(Stored data)
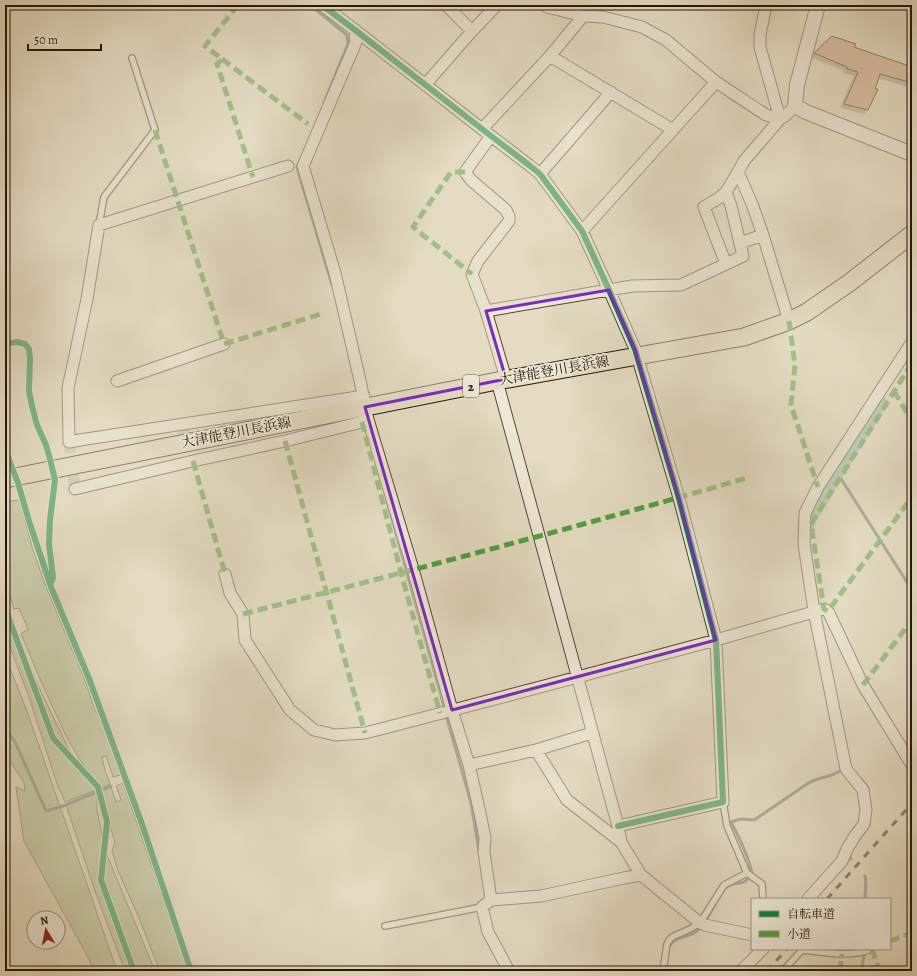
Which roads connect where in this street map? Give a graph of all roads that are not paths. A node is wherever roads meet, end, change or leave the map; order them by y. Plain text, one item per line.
1 (322, 5) edge
2 (446, 5) edge
3 (497, 5) edge
4 (545, 5) edge
5 (766, 5) edge
6 (818, 5) edge
7 (583, 16) junction
8 (355, 30) junction
9 (472, 31) junction
10 (550, 56) junction
11 (132, 58) dead end
12 (716, 82) junction
13 (426, 85) junction
14 (611, 92) junction
15 (795, 106) junction
16 (780, 119) junction
17 (673, 130) junction
18 (486, 132) junction
19 (912, 154) edge
20 (288, 166) dead end
21 (738, 172) junction
22 (540, 174) junction
23 (726, 192) junction
24 (99, 226) junction
25 (582, 231) junction
26 (912, 234) edge
27 (763, 235) junction
28 (740, 243) junction
29 (726, 264) junction
30 (609, 290) junction
31 (486, 311) junction
32 (789, 321) junction
33 (912, 342) edge
34 (224, 344) dead end
35 (637, 355) junction
36 (502, 380) junction
37 (117, 381) dead end
38 (365, 407) junction
39 (5, 479) edge
40 (75, 489) dead end
41 (225, 574) dead end
42 (822, 610) junction
43 (716, 640) junction
44 (577, 677) junction
45 (448, 711) junction
46 (592, 733) junction
47 (536, 750) junction
48 (469, 765) junction
49 (912, 765) edge
50 (724, 802) junction
51 (618, 826) junction
52 (621, 842) junction
53 (641, 875) junction
54 (750, 875) junction
55 (763, 898) edge
56 (809, 898) edge
57 (491, 900) junction
58 (482, 907) junction
59 (702, 924) junction
60 (385, 926) dead end
61 (751, 935) edge
62 (762, 950) edge
63 (867, 951) edge
64 (510, 971) edge
65 (664, 971) edge
66 (741, 971) edge
67 (783, 971) edge

1 - 8 street
2 - 9 street
3 - 9 street
4 - 7 street
5 - 16 street
6 - 15 street
7 - 10 street
7 - 12 street
8 - 13 street
8 - 38 street
9 - 13 street
10 - 14 street
10 - 18 street
11 - 24 lane
12 - 16 street
12 - 17 street
13 - 18 street
14 - 17 street
14 - 22 street
15 - 16 street
15 - 19 street
16 - 21 street
17 - 25 street
18 - 22 street
18 - 31 street
20 - 24 street
21 - 23 street
21 - 27 street
22 - 25 street
23 - 28 street
23 - 29 street
24 - 38 street
25 - 30 street
26 - 32 main road, 大津能登川長浜線 / 2
27 - 28 street
27 - 32 street
28 - 29 street
29 - 30 street
30 - 31 street
30 - 35 street
31 - 36 street
32 - 35 main road, 大津能登川長浜線 / 2
33 - 42 street
34 - 37 street
35 - 36 main road, 大津能登川長浜線 / 2
35 - 43 street
36 - 38 main road, 大津能登川長浜線 / 2
36 - 44 street
38 - 39 main road, 大津能登川長浜線 / 2
38 - 40 street
38 - 45 street
41 - 45 street
42 - 43 street
42 - 49 street
42 - 56 street
43 - 44 street
43 - 50 street
44 - 45 street
44 - 46 street
45 - 48 street
46 - 47 street
46 - 51 street
47 - 48 street
47 - 52 street
48 - 57 street
50 - 51 street
50 - 54 lane
51 - 52 street
52 - 53 street
53 - 57 street
53 - 59 street
54 - 55 lane
54 - 59 lane
57 - 58 street
58 - 60 lane
58 - 64 street
59 - 61 street
59 - 65 lane
62 - 66 street
63 - 67 lane

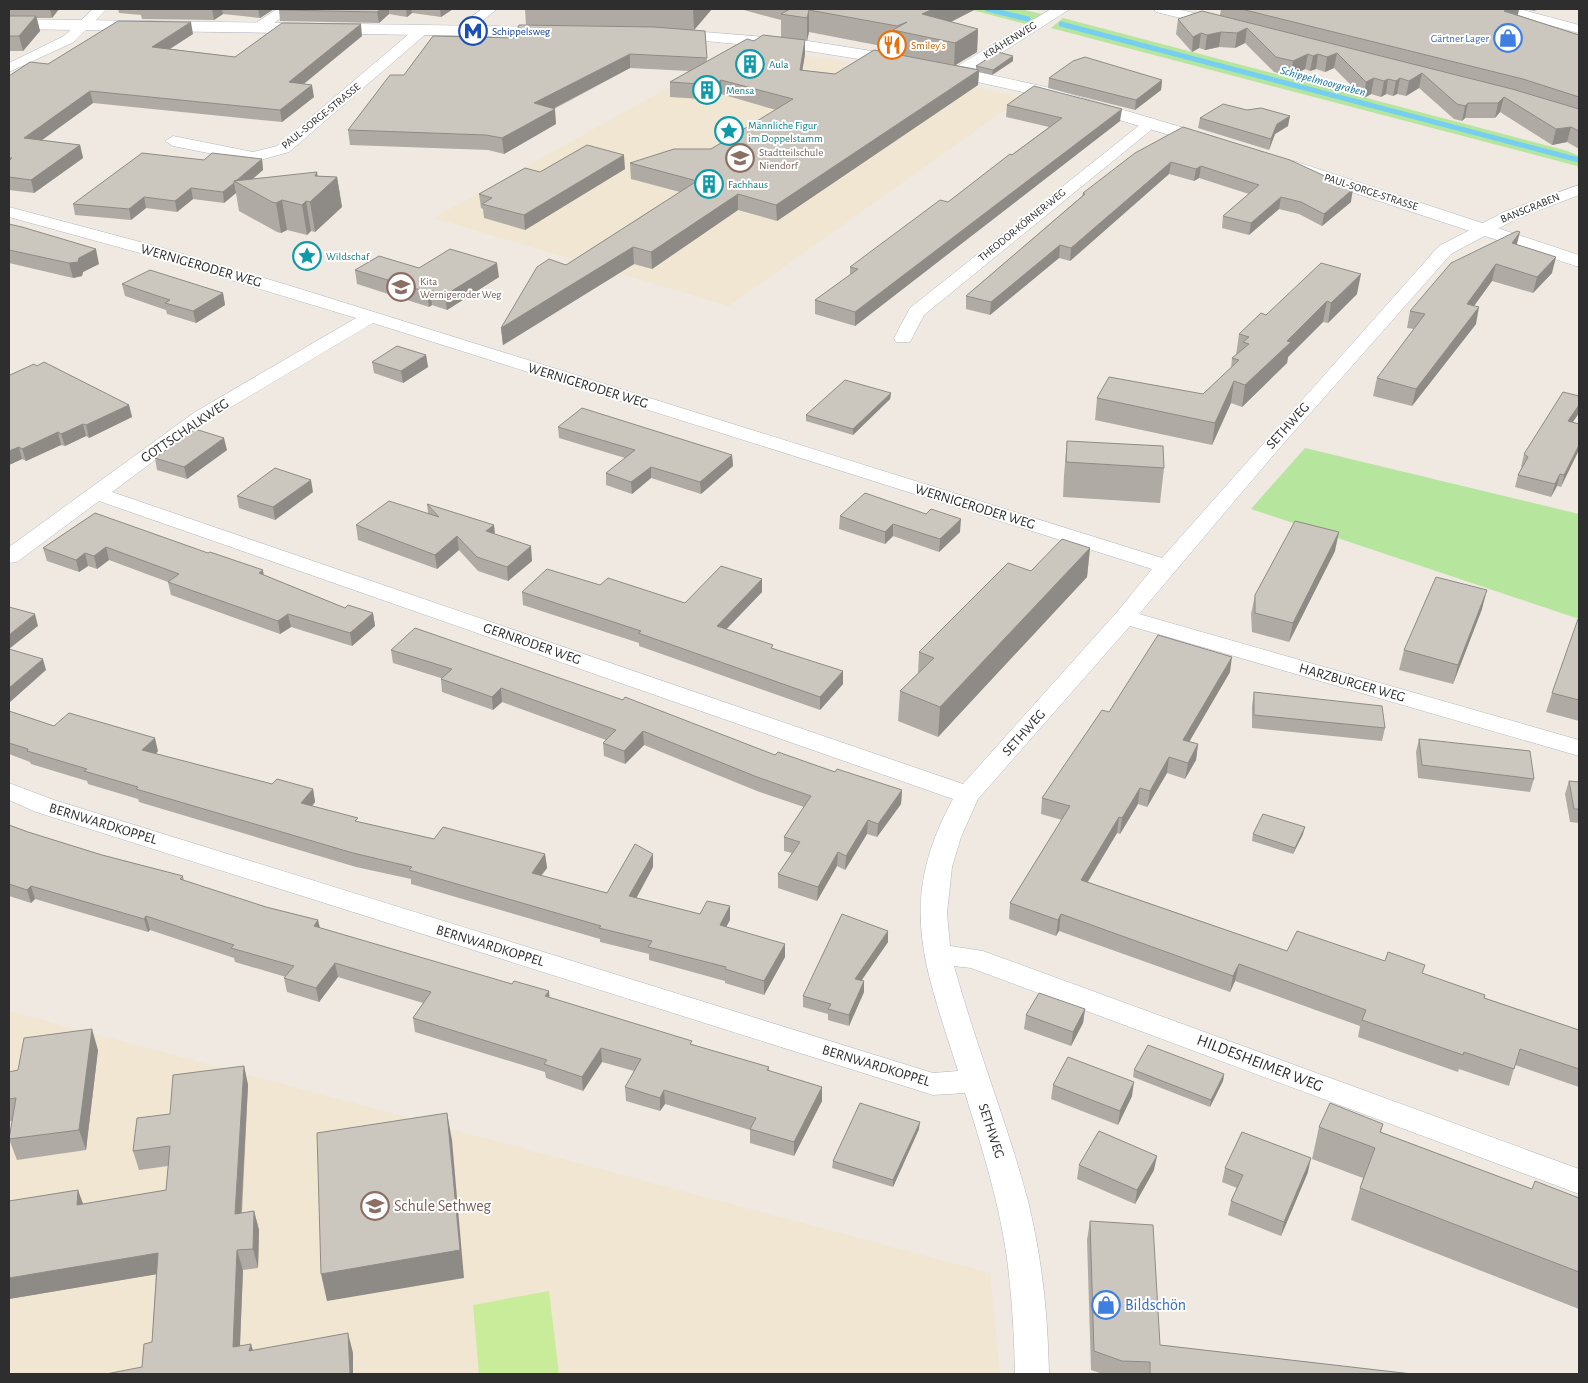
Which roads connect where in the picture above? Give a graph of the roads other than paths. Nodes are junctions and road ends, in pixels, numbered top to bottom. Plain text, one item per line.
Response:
1 (100, 9) edge
2 (286, 9) edge
3 (490, 9) edge
4 (1062, 9) edge
5 (1161, 9) edge
6 (1505, 9) edge
7 (9, 24) edge
8 (84, 25) junction
9 (1230, 26) edge
10 (258, 28) junction
11 (1579, 29) edge
12 (422, 30) junction
13 (461, 31) junction
14 (568, 33) edge
15 (655, 34) edge
16 (9, 68) edge
17 (959, 72) junction
18 (1151, 123) junction
19 (173, 141) dead end
20 (1225, 145) edge
21 (1280, 162) edge
22 (1579, 190) edge
23 (9, 212) edge
24 (1481, 229) junction
25 (1579, 261) edge
26 (369, 318) junction
27 (903, 338) dead end
28 (96, 493) junction
29 (9, 557) edge
30 (1166, 566) junction
31 (1125, 617) junction
32 (1579, 748) edge
33 (9, 791) edge
34 (968, 795) junction
35 (937, 955) junction
36 (974, 1081) junction
37 (1579, 1182) edge
38 (1032, 1374) edge

1 - 8 street
2 - 10 street
3 - 13 street
4 - 17 street, KRÄHENWEG
5 - 9 street
6 - 11 street
7 - 8 street
8 - 10 street
8 - 16 street
10 - 12 street
12 - 13 street
12 - 19 street, PAUL-SORGE-STRASSE
13 - 14 street
15 - 17 street
17 - 18 street
18 - 20 street
18 - 27 street, THEODOR-KÖRNER-WEG
21 - 24 street, PAUL-SORGE-STRASSE
22 - 24 street, BANSGRABEN
23 - 26 street, WERNIGERODER WEG
24 - 25 street, PAUL-SORGE-STRASSE
24 - 30 street, SETHWEG
26 - 28 street, GOTTSCHALKWEG
26 - 30 street, WERNIGERODER WEG
28 - 29 street, GOTTSCHALKWEG
28 - 34 street, GERNRODER WEG
30 - 31 street, SETHWEG
31 - 32 street, HARZBURGER WEG
31 - 34 street, SETHWEG
33 - 36 street, BERNWARDKOPPEL
34 - 35 street, SETHWEG
35 - 36 street, SETHWEG
35 - 37 street, HILDESHEIMER WEG
36 - 38 street, SETHWEG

▶ **EXERCISE AIM**
Copy out all the data above exactly as written. Skip the pictures.

▶ **THE ANSWER**
Which roads connect where in this street map? Give a graph of all roads that are not paths. A node is wherever roads meet, end, change or leave the map; order them by y. Plain text, one item per line.
1 (322, 5) edge
2 (446, 5) edge
3 (497, 5) edge
4 (545, 5) edge
5 (766, 5) edge
6 (818, 5) edge
7 (583, 16) junction
8 (355, 30) junction
9 (472, 31) junction
10 (550, 56) junction
11 (132, 58) dead end
12 (716, 82) junction
13 (426, 85) junction
14 (611, 92) junction
15 (795, 106) junction
16 (780, 119) junction
17 (673, 130) junction
18 (486, 132) junction
19 (912, 154) edge
20 (288, 166) dead end
21 (738, 172) junction
22 (540, 174) junction
23 (726, 192) junction
24 (99, 226) junction
25 (582, 231) junction
26 (912, 234) edge
27 (763, 235) junction
28 (740, 243) junction
29 (726, 264) junction
30 (609, 290) junction
31 (486, 311) junction
32 (789, 321) junction
33 (912, 342) edge
34 (224, 344) dead end
35 (637, 355) junction
36 (502, 380) junction
37 (117, 381) dead end
38 (365, 407) junction
39 (5, 479) edge
40 (75, 489) dead end
41 (225, 574) dead end
42 (822, 610) junction
43 (716, 640) junction
44 (577, 677) junction
45 (448, 711) junction
46 (592, 733) junction
47 (536, 750) junction
48 (469, 765) junction
49 (912, 765) edge
50 (724, 802) junction
51 (618, 826) junction
52 (621, 842) junction
53 (641, 875) junction
54 (750, 875) junction
55 (763, 898) edge
56 (809, 898) edge
57 (491, 900) junction
58 (482, 907) junction
59 (702, 924) junction
60 (385, 926) dead end
61 (751, 935) edge
62 (762, 950) edge
63 (867, 951) edge
64 (510, 971) edge
65 (664, 971) edge
66 (741, 971) edge
67 (783, 971) edge

1 - 8 street
2 - 9 street
3 - 9 street
4 - 7 street
5 - 16 street
6 - 15 street
7 - 10 street
7 - 12 street
8 - 13 street
8 - 38 street
9 - 13 street
10 - 14 street
10 - 18 street
11 - 24 lane
12 - 16 street
12 - 17 street
13 - 18 street
14 - 17 street
14 - 22 street
15 - 16 street
15 - 19 street
16 - 21 street
17 - 25 street
18 - 22 street
18 - 31 street
20 - 24 street
21 - 23 street
21 - 27 street
22 - 25 street
23 - 28 street
23 - 29 street
24 - 38 street
25 - 30 street
26 - 32 main road, 大津能登川長浜線 / 2
27 - 28 street
27 - 32 street
28 - 29 street
29 - 30 street
30 - 31 street
30 - 35 street
31 - 36 street
32 - 35 main road, 大津能登川長浜線 / 2
33 - 42 street
34 - 37 street
35 - 36 main road, 大津能登川長浜線 / 2
35 - 43 street
36 - 38 main road, 大津能登川長浜線 / 2
36 - 44 street
38 - 39 main road, 大津能登川長浜線 / 2
38 - 40 street
38 - 45 street
41 - 45 street
42 - 43 street
42 - 49 street
42 - 56 street
43 - 44 street
43 - 50 street
44 - 45 street
44 - 46 street
45 - 48 street
46 - 47 street
46 - 51 street
47 - 48 street
47 - 52 street
48 - 57 street
50 - 51 street
50 - 54 lane
51 - 52 street
52 - 53 street
53 - 57 street
53 - 59 street
54 - 55 lane
54 - 59 lane
57 - 58 street
58 - 60 lane
58 - 64 street
59 - 61 street
59 - 65 lane
62 - 66 street
63 - 67 lane

Which roads connect where in the picture above? Give a graph of the roads other than paths. Nodes are junctions and road ends, in pixels, numbered top to bottom. Plain text, one item per line.
Response:
1 (100, 9) edge
2 (286, 9) edge
3 (490, 9) edge
4 (1062, 9) edge
5 (1161, 9) edge
6 (1505, 9) edge
7 (9, 24) edge
8 (84, 25) junction
9 (1230, 26) edge
10 (258, 28) junction
11 (1579, 29) edge
12 (422, 30) junction
13 (461, 31) junction
14 (568, 33) edge
15 (655, 34) edge
16 (9, 68) edge
17 (959, 72) junction
18 (1151, 123) junction
19 (173, 141) dead end
20 (1225, 145) edge
21 (1280, 162) edge
22 (1579, 190) edge
23 (9, 212) edge
24 (1481, 229) junction
25 (1579, 261) edge
26 (369, 318) junction
27 (903, 338) dead end
28 (96, 493) junction
29 (9, 557) edge
30 (1166, 566) junction
31 (1125, 617) junction
32 (1579, 748) edge
33 (9, 791) edge
34 (968, 795) junction
35 (937, 955) junction
36 (974, 1081) junction
37 (1579, 1182) edge
38 (1032, 1374) edge

1 - 8 street
2 - 10 street
3 - 13 street
4 - 17 street, KRÄHENWEG
5 - 9 street
6 - 11 street
7 - 8 street
8 - 10 street
8 - 16 street
10 - 12 street
12 - 13 street
12 - 19 street, PAUL-SORGE-STRASSE
13 - 14 street
15 - 17 street
17 - 18 street
18 - 20 street
18 - 27 street, THEODOR-KÖRNER-WEG
21 - 24 street, PAUL-SORGE-STRASSE
22 - 24 street, BANSGRABEN
23 - 26 street, WERNIGERODER WEG
24 - 25 street, PAUL-SORGE-STRASSE
24 - 30 street, SETHWEG
26 - 28 street, GOTTSCHALKWEG
26 - 30 street, WERNIGERODER WEG
28 - 29 street, GOTTSCHALKWEG
28 - 34 street, GERNRODER WEG
30 - 31 street, SETHWEG
31 - 32 street, HARZBURGER WEG
31 - 34 street, SETHWEG
33 - 36 street, BERNWARDKOPPEL
34 - 35 street, SETHWEG
35 - 36 street, SETHWEG
35 - 37 street, HILDESHEIMER WEG
36 - 38 street, SETHWEG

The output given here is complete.